Traceback (most recent call last):
File "tools/train.py", line 257, in
main()
File "tools/train.py", line 232, in main
distributed=distributed, validate=args.no_validate, timestamp=timestamp, meta=meta)
File "/home/stu1/Documents/datademo/MI-AOD-master/mmdet/apis/train.py", line 120, in train_detector
runner.run(data_loaders_L, cfg.workflow, cfg.total_epochs)
File "/home/stu1/Documents/datademo/mmcv-1.0.5/mmcv/runner/epoch_based_runner.py", line 161, in run
epoch_runner(data_loaders[i], **kwargs)
File "/home/stu1/Documents/datademo/mmcv-1.0.5/mmcv/runner/epoch_based_runner.py", line 33, in train
outputs = self.model.train_step(X_L, self.optimizer, **kwargs)

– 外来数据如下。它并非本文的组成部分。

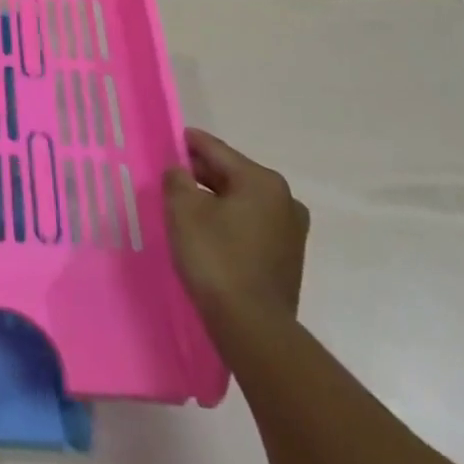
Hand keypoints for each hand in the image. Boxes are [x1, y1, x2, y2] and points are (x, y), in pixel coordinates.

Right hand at [163, 126, 308, 326]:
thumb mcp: (184, 210)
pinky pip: (252, 225)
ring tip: (187, 204)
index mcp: (262, 181)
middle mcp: (285, 200)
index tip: (171, 138)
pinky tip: (210, 231)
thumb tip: (180, 170)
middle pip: (233, 174)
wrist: (252, 325)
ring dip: (217, 199)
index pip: (217, 150)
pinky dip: (230, 221)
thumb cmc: (216, 258)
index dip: (190, 142)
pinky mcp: (288, 257)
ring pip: (243, 201)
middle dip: (202, 173)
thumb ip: (177, 180)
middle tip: (173, 175)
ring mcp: (291, 230)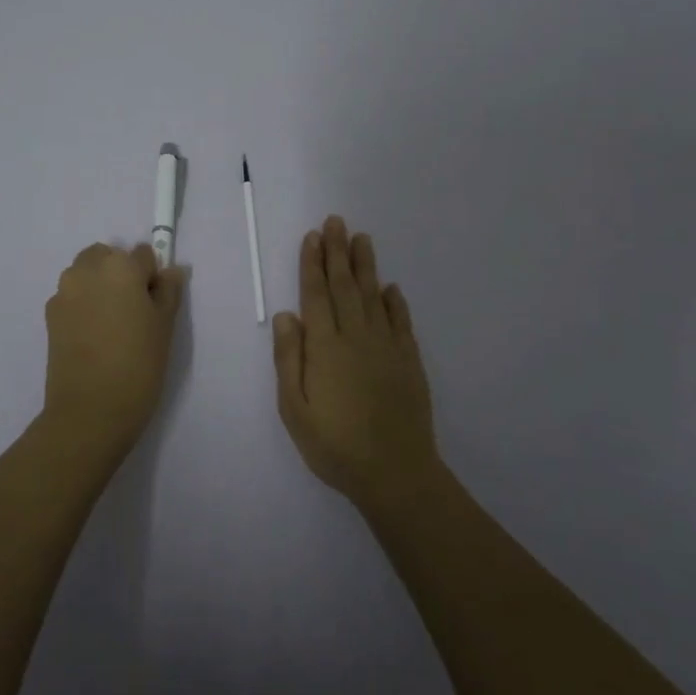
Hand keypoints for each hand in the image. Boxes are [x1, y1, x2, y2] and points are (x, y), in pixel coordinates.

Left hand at [42, 242, 186, 451]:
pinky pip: (72, 296)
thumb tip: (171, 271)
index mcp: (120, 266)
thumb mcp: (165, 326)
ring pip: (86, 274)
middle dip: (121, 274)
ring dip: (99, 286)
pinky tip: (93, 337)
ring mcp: (64, 291)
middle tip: (133, 311)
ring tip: (111, 325)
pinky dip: (83, 305)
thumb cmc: (138, 364)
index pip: (143, 254)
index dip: (152, 277)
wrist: (90, 410)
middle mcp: (87, 269)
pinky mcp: (49, 314)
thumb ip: (168, 291)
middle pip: (108, 257)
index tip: (154, 304)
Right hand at [272, 216, 439, 509]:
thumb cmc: (335, 444)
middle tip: (336, 222)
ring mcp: (386, 347)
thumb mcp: (295, 409)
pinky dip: (394, 301)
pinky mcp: (409, 361)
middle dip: (338, 252)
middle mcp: (356, 337)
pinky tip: (390, 288)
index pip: (316, 295)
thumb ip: (289, 359)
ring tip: (362, 239)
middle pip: (344, 286)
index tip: (313, 237)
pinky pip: (400, 321)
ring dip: (365, 266)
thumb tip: (286, 315)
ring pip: (373, 296)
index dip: (312, 263)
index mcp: (325, 347)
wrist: (395, 473)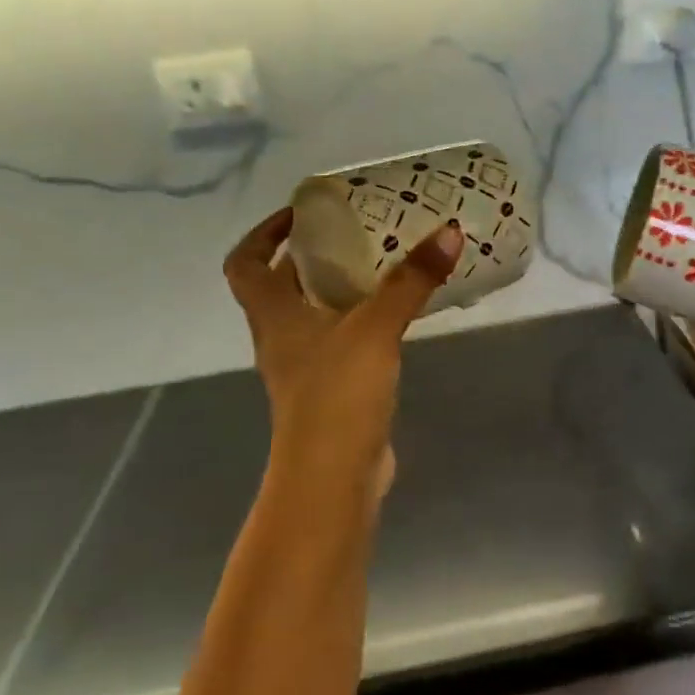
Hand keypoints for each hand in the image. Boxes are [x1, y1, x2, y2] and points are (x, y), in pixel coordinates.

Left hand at [224, 207, 463, 500]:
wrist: (333, 480)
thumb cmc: (336, 394)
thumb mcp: (375, 327)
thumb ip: (411, 280)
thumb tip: (450, 231)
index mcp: (274, 315)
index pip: (245, 263)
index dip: (263, 233)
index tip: (299, 213)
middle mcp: (281, 337)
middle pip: (280, 284)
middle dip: (310, 254)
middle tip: (354, 229)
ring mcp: (305, 367)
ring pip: (312, 313)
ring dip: (337, 286)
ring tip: (380, 262)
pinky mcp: (331, 390)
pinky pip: (340, 340)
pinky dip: (359, 320)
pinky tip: (394, 313)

File "/home/stu1/Documents/datademo/mmcv-1.0.5/mmcv/parallel/data_parallel.py", line 31, in train_step
return self.module.train_step(*inputs[0], **kwargs[0])
File "/home/stu1/Documents/datademo/MI-AOD-master/mmdet/models/detectors/base.py", line 228, in train_step
losses = self(**data)
File "/home/stu1/anaconda3/envs/miaod/lib/python3.7/site-packages/torch/nn/modules/module.py", line 727, in _call_impl
result = self.forward(*input, **kwargs)
File "/home/stu1/Documents/datademo/MI-AOD-master/mmdet/core/fp16/decorators.py", line 51, in new_func
return old_func(*args, **kwargs)
File "/home/stu1/Documents/datademo/MI-AOD-master/mmdet/models/detectors/base.py", line 162, in forward
return self.forward_train(x, img_metas, **kwargs)
File "/home/stu1/Documents/datademo/MI-AOD-master/mmdet/models/detectors/single_stage.py", line 83, in forward_train
losses = self.bbox_head.forward_train(x, img_metas, y_loc_img, y_cls_img, y_loc_img_ignore)
File "/home/stu1/Documents/datademo/MI-AOD-master/mmdet/models/dense_heads/base_dense_head.py", line 64, in forward_train
L_det_2 = self.L_det(*loss_inputs, y_loc_img_ignore=y_loc_img_ignore)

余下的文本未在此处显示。